> [Requirement]: The reply should hold only the lines from the one with "Extract the road" through the end of the data, each given exactly.

(Dataset entries)
::::

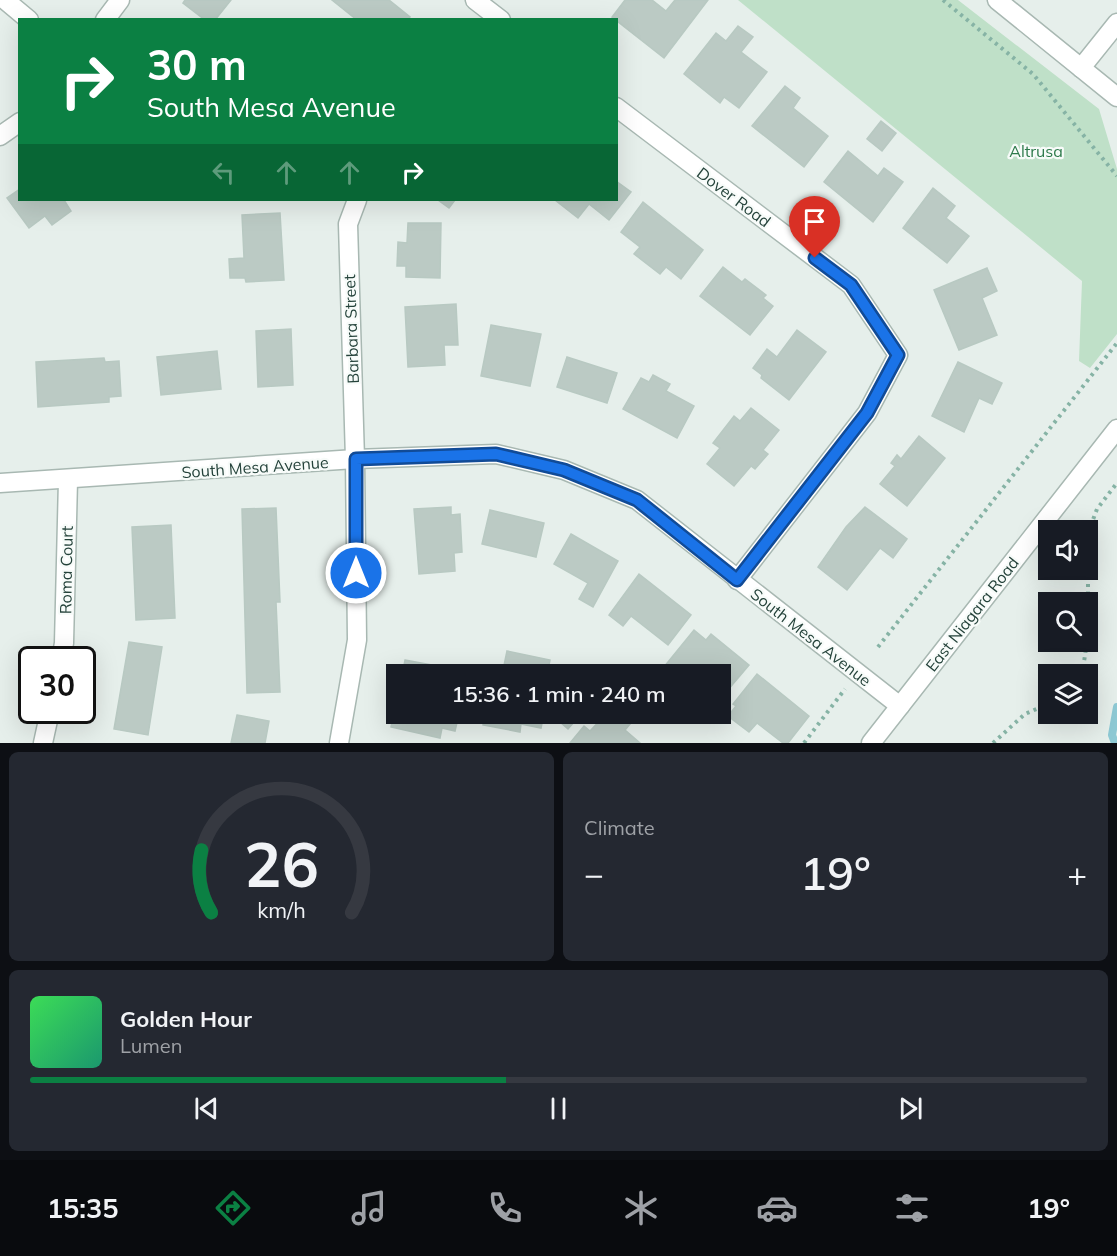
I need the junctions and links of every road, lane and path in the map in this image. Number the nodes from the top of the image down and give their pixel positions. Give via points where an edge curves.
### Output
1 (5, 0) edge
2 (120, 0) edge
3 (943, 0) edge
4 (997, 0) edge
5 (478, 9) edge
6 (28, 18) edge
7 (106, 18) edge
8 (497, 18) edge
9 (1117, 23) edge
10 (1081, 68) junction
11 (1115, 94) edge
12 (618, 109) edge
13 (18, 123) edge
14 (0, 136) edge
15 (1117, 176) edge
16 (357, 201) edge
17 (1117, 343) edge
18 (1117, 429) edge
19 (356, 459) junction
20 (68, 480) junction
21 (0, 483) edge
22 (1117, 483) edge
23 (1093, 520) edge
24 (737, 580) junction
25 (63, 646) edge
26 (878, 647) dead end
27 (845, 689) dead end
28 (900, 706) junction
29 (1038, 708) edge
30 (47, 724) edge
31 (43, 743) edge
32 (339, 743) edge
33 (804, 743) edge
34 (871, 743) edge
35 (993, 743) edge

1 - 6 street
2 - 7 street
3 - 15 path via 1033,74
4 - 10 street
5 - 8 street
9 - 10 street
10 - 11 street
12 - 24 street, Dover Road via 851,285 898,355 867,413
13 - 14 street
16 - 19 street, Barbara Street via 348,224
17 - 26 path
18 - 28 street, East Niagara Road
19 - 20 street, South Mesa Avenue
19 - 24 street, South Mesa Avenue via 496,454 564,470 637,500
19 - 32 street, Barbara Street via 357,640
20 - 21 street, South Mesa Avenue
20 - 25 street, Roma Court
22 - 23 path
24 - 28 street, South Mesa Avenue
27 - 33 path
28 - 34 street, East Niagara Road
29 - 35 path via 1025,714
30 - 31 street

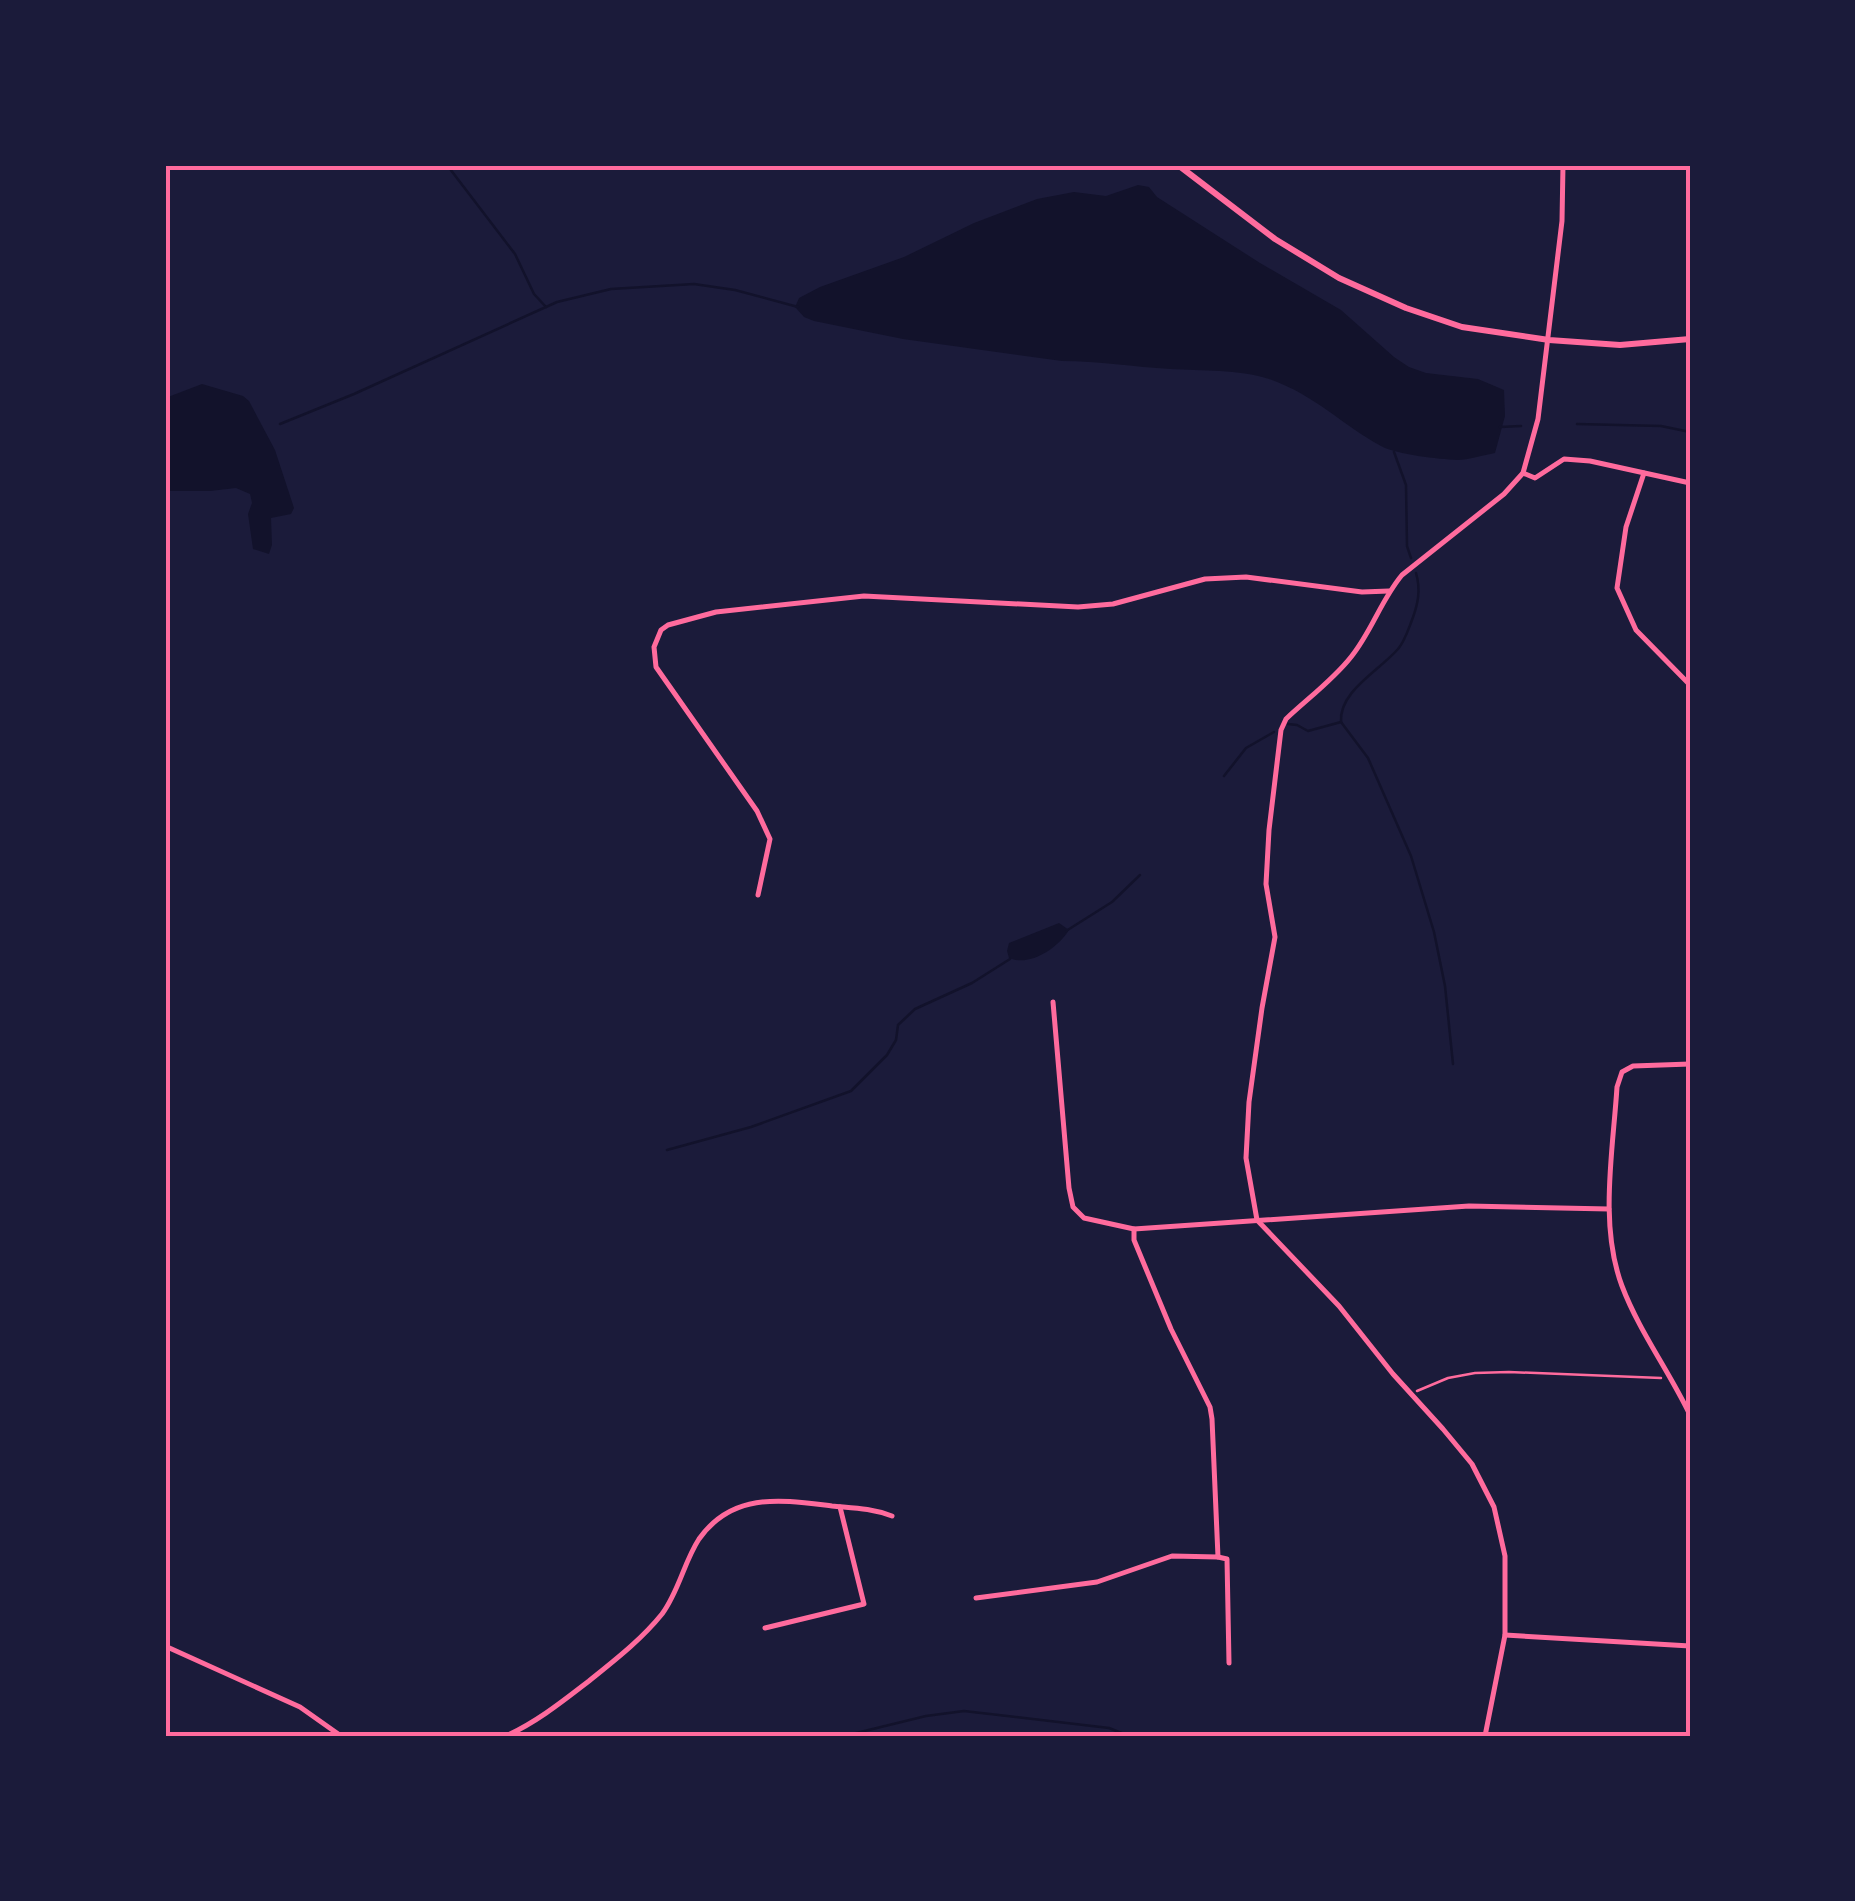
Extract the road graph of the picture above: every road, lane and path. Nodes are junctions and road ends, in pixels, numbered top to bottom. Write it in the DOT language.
graph roads {
  1 [pos="1178,165"];
  2 [pos="1563,165"];
  3 [pos="1690,339"];
  4 [pos="1548,340"];
  5 [pos="1644,473"];
  6 [pos="1523,474"];
  7 [pos="1690,483"];
  8 [pos="1389,591"];
  9 [pos="1690,685"];
  10 [pos="758,896"];
  11 [pos="1052,1002"];
  12 [pos="1690,1064"];
  13 [pos="1609,1209"];
  14 [pos="1257,1220"];
  15 [pos="1134,1229"];
  16 [pos="1671,1378"];
  17 [pos="1411,1393"];
  18 [pos="1690,1415"];
  19 [pos="840,1507"];
  20 [pos="892,1516"];
  21 [pos="1218,1557"];
  22 [pos="976,1598"];
  23 [pos="766,1628"];
  24 [pos="1506,1634"];
  25 [pos="165,1646"];
  26 [pos="1690,1646"];
  27 [pos="1229,1663"];
  28 [pos="340,1736"];
  29 [pos="506,1736"];
  30 [pos="1485,1736"];
  1 -- 4 [label="street"];
  2 -- 4 [label="street"];
  3 -- 4 [label="street"];
  4 -- 6 [label="street"];
  5 -- 6 [label="street"];
  5 -- 7 [label="street"];
  5 -- 9 [label="street"];
  6 -- 8 [label="street"];
  8 -- 10 [label="street"];
  8 -- 14 [label="street"];
  11 -- 15 [label="street"];
  12 -- 13 [label="street"];
  13 -- 14 [label="street"];
  13 -- 16 [label="street"];
  14 -- 15 [label="street"];
  14 -- 17 [label="street"];
  15 -- 21 [label="street"];
  16 -- 17 [label="path"];
  16 -- 18 [label="street"];
  17 -- 24 [label="street"];
  19 -- 20 [label="street"];
  19 -- 23 [label="street"];
  19 -- 29 [label="street"];
  21 -- 22 [label="street"];
  21 -- 27 [label="street"];
  24 -- 26 [label="street"];
  24 -- 30 [label="street"];
  25 -- 28 [label="street"];
}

::::

> [Finished exercise]:
Extract the road graph of the picture above: every road, lane and path. Nodes are junctions and road ends, in pixels, numbered top to bottom. Write it in the DOT language.
graph roads {
  1 [pos="1178,165"];
  2 [pos="1563,165"];
  3 [pos="1690,339"];
  4 [pos="1548,340"];
  5 [pos="1644,473"];
  6 [pos="1523,474"];
  7 [pos="1690,483"];
  8 [pos="1389,591"];
  9 [pos="1690,685"];
  10 [pos="758,896"];
  11 [pos="1052,1002"];
  12 [pos="1690,1064"];
  13 [pos="1609,1209"];
  14 [pos="1257,1220"];
  15 [pos="1134,1229"];
  16 [pos="1671,1378"];
  17 [pos="1411,1393"];
  18 [pos="1690,1415"];
  19 [pos="840,1507"];
  20 [pos="892,1516"];
  21 [pos="1218,1557"];
  22 [pos="976,1598"];
  23 [pos="766,1628"];
  24 [pos="1506,1634"];
  25 [pos="165,1646"];
  26 [pos="1690,1646"];
  27 [pos="1229,1663"];
  28 [pos="340,1736"];
  29 [pos="506,1736"];
  30 [pos="1485,1736"];
  1 -- 4 [label="street"];
  2 -- 4 [label="street"];
  3 -- 4 [label="street"];
  4 -- 6 [label="street"];
  5 -- 6 [label="street"];
  5 -- 7 [label="street"];
  5 -- 9 [label="street"];
  6 -- 8 [label="street"];
  8 -- 10 [label="street"];
  8 -- 14 [label="street"];
  11 -- 15 [label="street"];
  12 -- 13 [label="street"];
  13 -- 14 [label="street"];
  13 -- 16 [label="street"];
  14 -- 15 [label="street"];
  14 -- 17 [label="street"];
  15 -- 21 [label="street"];
  16 -- 17 [label="path"];
  16 -- 18 [label="street"];
  17 -- 24 [label="street"];
  19 -- 20 [label="street"];
  19 -- 23 [label="street"];
  19 -- 29 [label="street"];
  21 -- 22 [label="street"];
  21 -- 27 [label="street"];
  24 -- 26 [label="street"];
  24 -- 30 [label="street"];
  25 -- 28 [label="street"];
}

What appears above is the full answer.